What the task asks
Check each line of the entries below for the word "Right" and state only how many lines have it.

Records to use
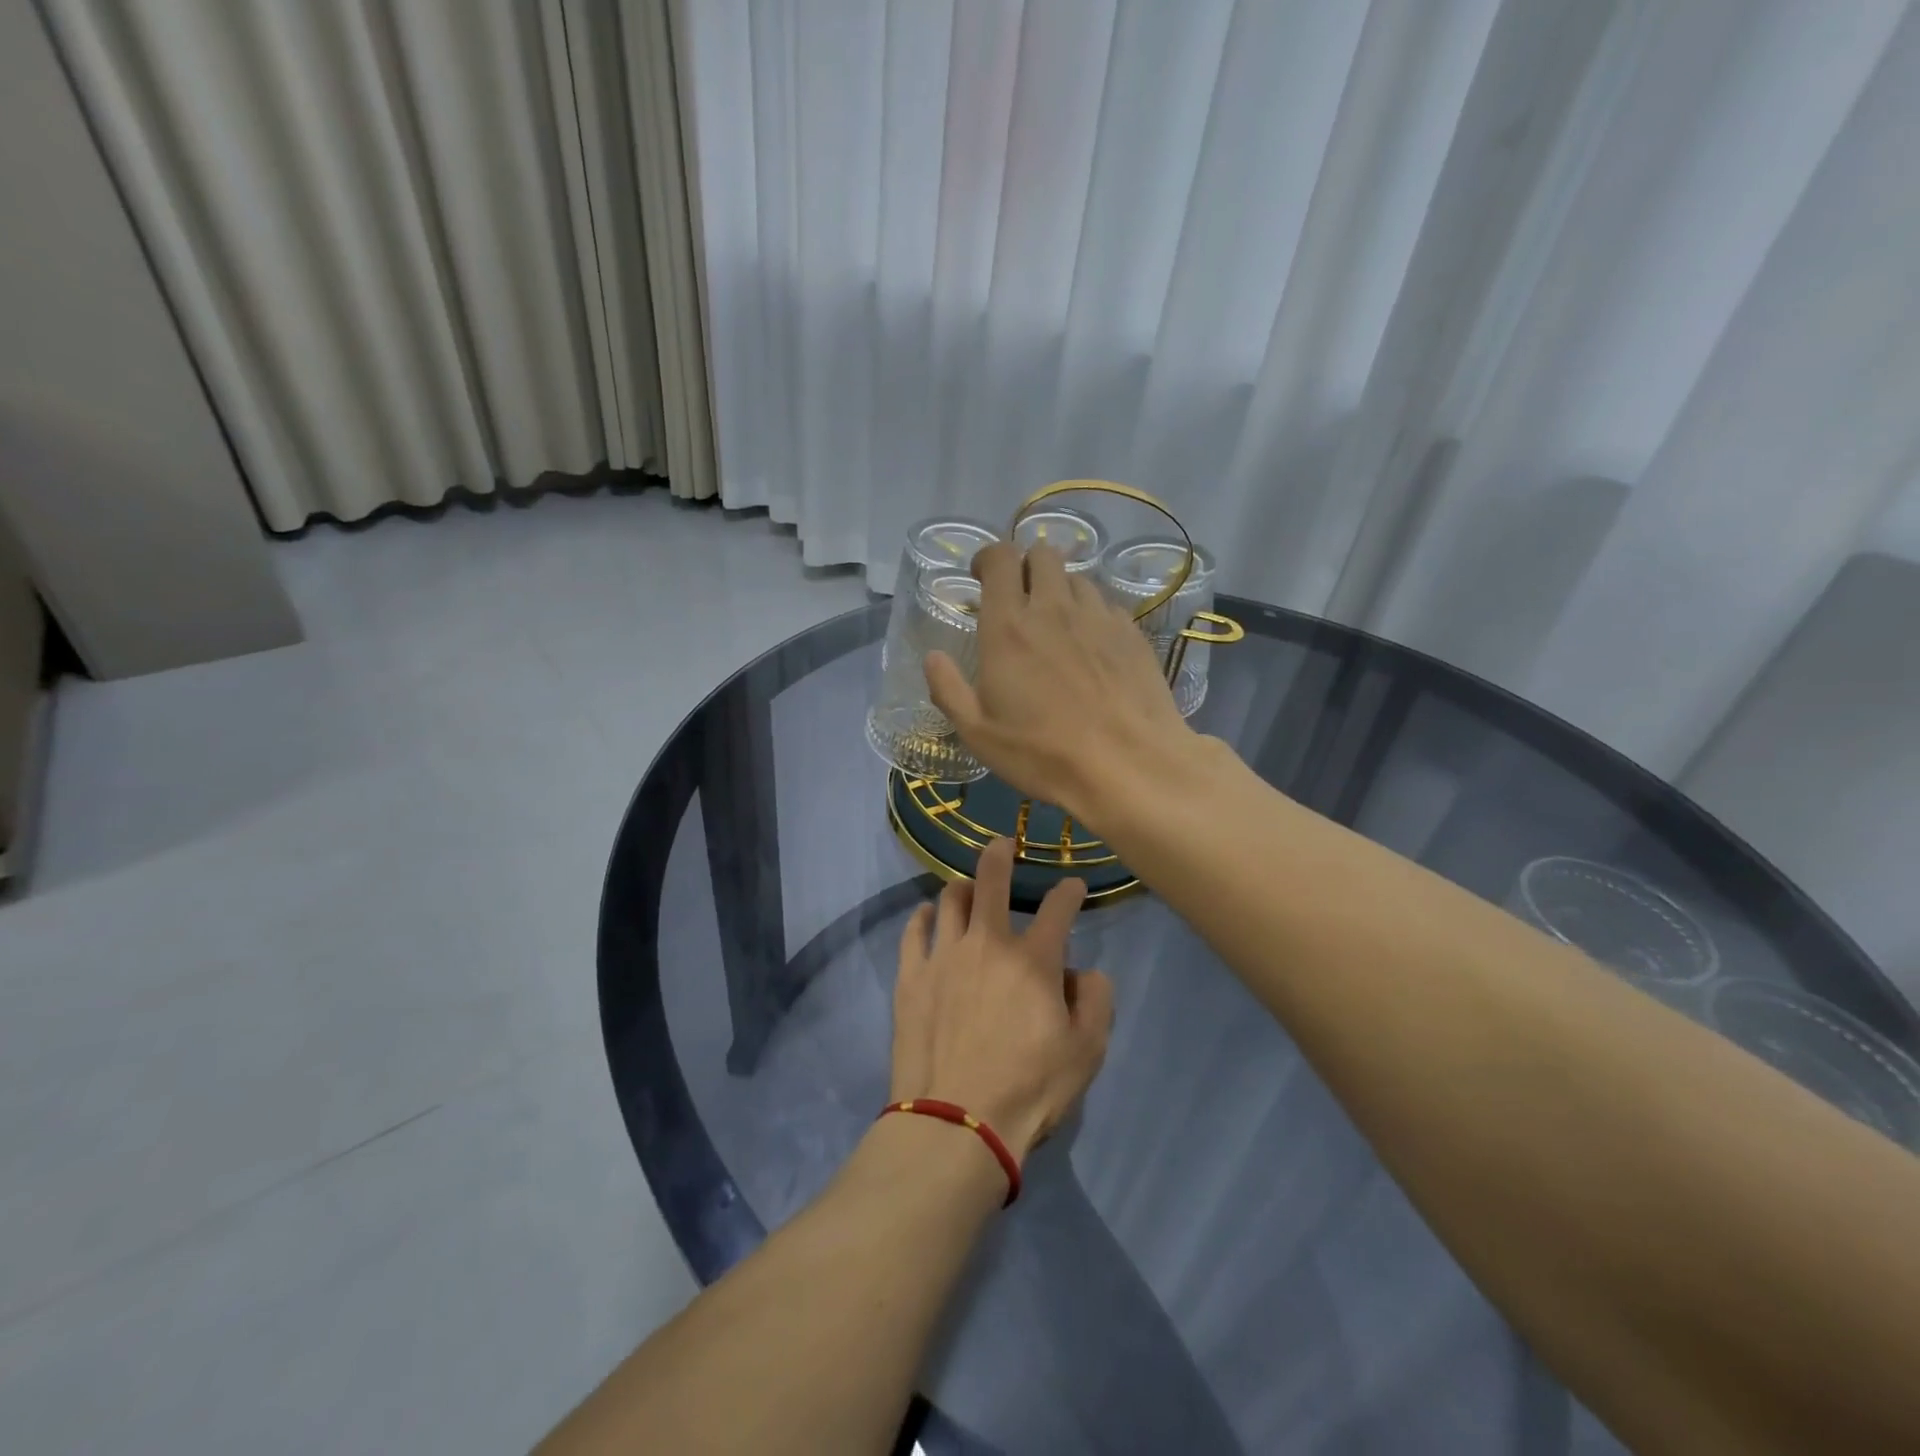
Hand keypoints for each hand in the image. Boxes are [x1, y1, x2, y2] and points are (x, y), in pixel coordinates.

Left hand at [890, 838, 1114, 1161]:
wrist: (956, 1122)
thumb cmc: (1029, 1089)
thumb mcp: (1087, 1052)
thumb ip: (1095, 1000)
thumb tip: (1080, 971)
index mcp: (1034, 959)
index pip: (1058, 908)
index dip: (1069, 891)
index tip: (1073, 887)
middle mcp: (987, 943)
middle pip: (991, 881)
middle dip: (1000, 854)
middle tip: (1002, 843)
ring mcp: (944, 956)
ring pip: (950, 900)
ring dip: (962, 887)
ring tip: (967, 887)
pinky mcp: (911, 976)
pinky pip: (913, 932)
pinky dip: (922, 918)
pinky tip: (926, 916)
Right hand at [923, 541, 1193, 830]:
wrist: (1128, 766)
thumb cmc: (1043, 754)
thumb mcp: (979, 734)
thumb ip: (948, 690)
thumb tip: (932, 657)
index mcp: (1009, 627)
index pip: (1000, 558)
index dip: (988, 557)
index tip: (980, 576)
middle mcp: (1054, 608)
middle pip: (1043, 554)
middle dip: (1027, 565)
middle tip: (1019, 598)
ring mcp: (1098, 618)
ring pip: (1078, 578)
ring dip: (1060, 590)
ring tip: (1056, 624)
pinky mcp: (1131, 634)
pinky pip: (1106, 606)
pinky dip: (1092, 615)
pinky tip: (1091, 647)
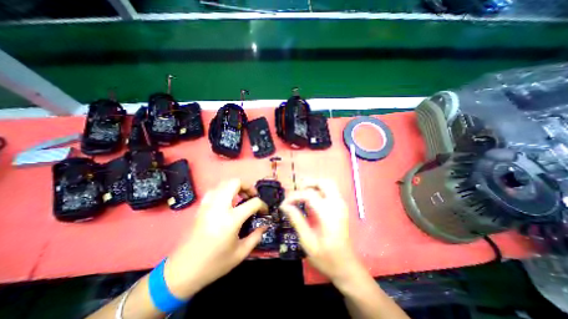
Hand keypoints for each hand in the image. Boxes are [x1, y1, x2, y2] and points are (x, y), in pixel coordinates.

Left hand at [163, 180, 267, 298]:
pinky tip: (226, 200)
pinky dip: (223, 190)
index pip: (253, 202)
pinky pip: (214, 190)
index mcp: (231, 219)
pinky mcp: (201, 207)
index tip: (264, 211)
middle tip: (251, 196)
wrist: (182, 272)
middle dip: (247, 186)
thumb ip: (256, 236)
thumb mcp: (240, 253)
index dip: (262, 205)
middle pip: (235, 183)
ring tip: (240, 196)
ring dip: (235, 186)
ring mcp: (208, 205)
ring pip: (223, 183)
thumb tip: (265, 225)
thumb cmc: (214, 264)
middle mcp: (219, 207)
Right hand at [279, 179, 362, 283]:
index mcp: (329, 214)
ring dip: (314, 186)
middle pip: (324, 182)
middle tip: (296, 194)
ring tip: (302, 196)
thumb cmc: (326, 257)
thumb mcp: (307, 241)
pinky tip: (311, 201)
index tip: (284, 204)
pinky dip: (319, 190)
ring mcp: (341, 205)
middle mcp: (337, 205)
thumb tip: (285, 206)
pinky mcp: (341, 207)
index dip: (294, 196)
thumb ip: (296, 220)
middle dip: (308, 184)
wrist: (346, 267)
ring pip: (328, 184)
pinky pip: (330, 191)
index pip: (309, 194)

==

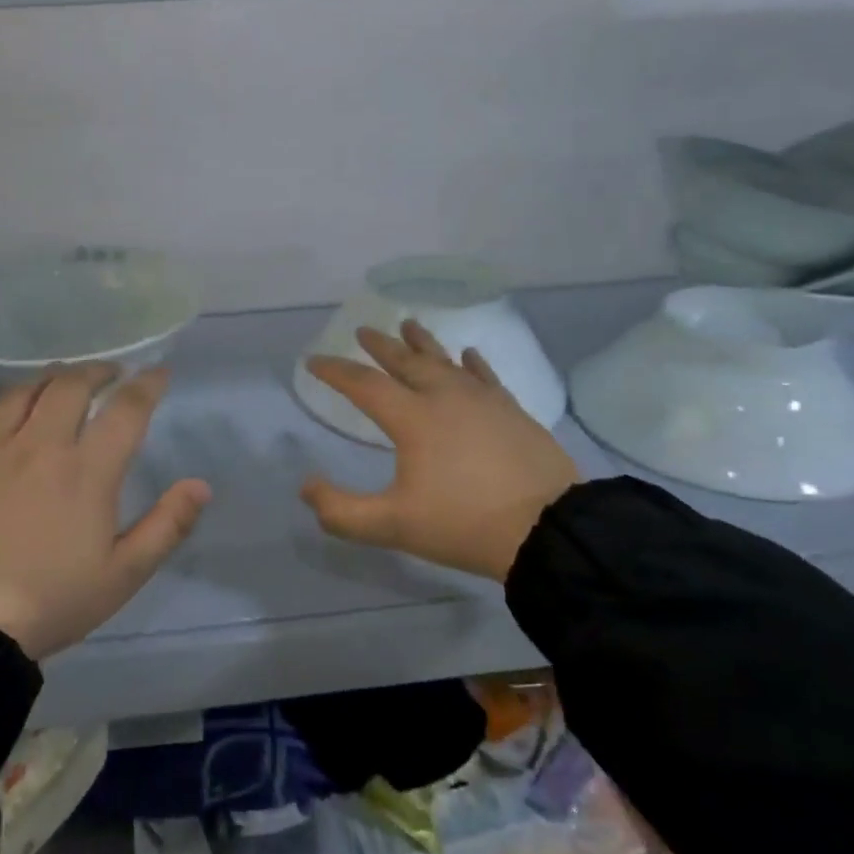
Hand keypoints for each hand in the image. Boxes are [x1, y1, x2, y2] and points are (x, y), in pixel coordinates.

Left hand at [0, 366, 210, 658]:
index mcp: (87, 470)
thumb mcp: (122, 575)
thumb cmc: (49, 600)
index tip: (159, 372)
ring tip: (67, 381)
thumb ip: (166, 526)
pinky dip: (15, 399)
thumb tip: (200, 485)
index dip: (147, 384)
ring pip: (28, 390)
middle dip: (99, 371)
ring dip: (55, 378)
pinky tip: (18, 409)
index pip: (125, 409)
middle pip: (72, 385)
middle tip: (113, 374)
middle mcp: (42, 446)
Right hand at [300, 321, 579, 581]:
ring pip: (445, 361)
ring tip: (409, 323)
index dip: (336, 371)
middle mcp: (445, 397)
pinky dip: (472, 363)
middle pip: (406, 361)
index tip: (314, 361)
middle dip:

Task response
3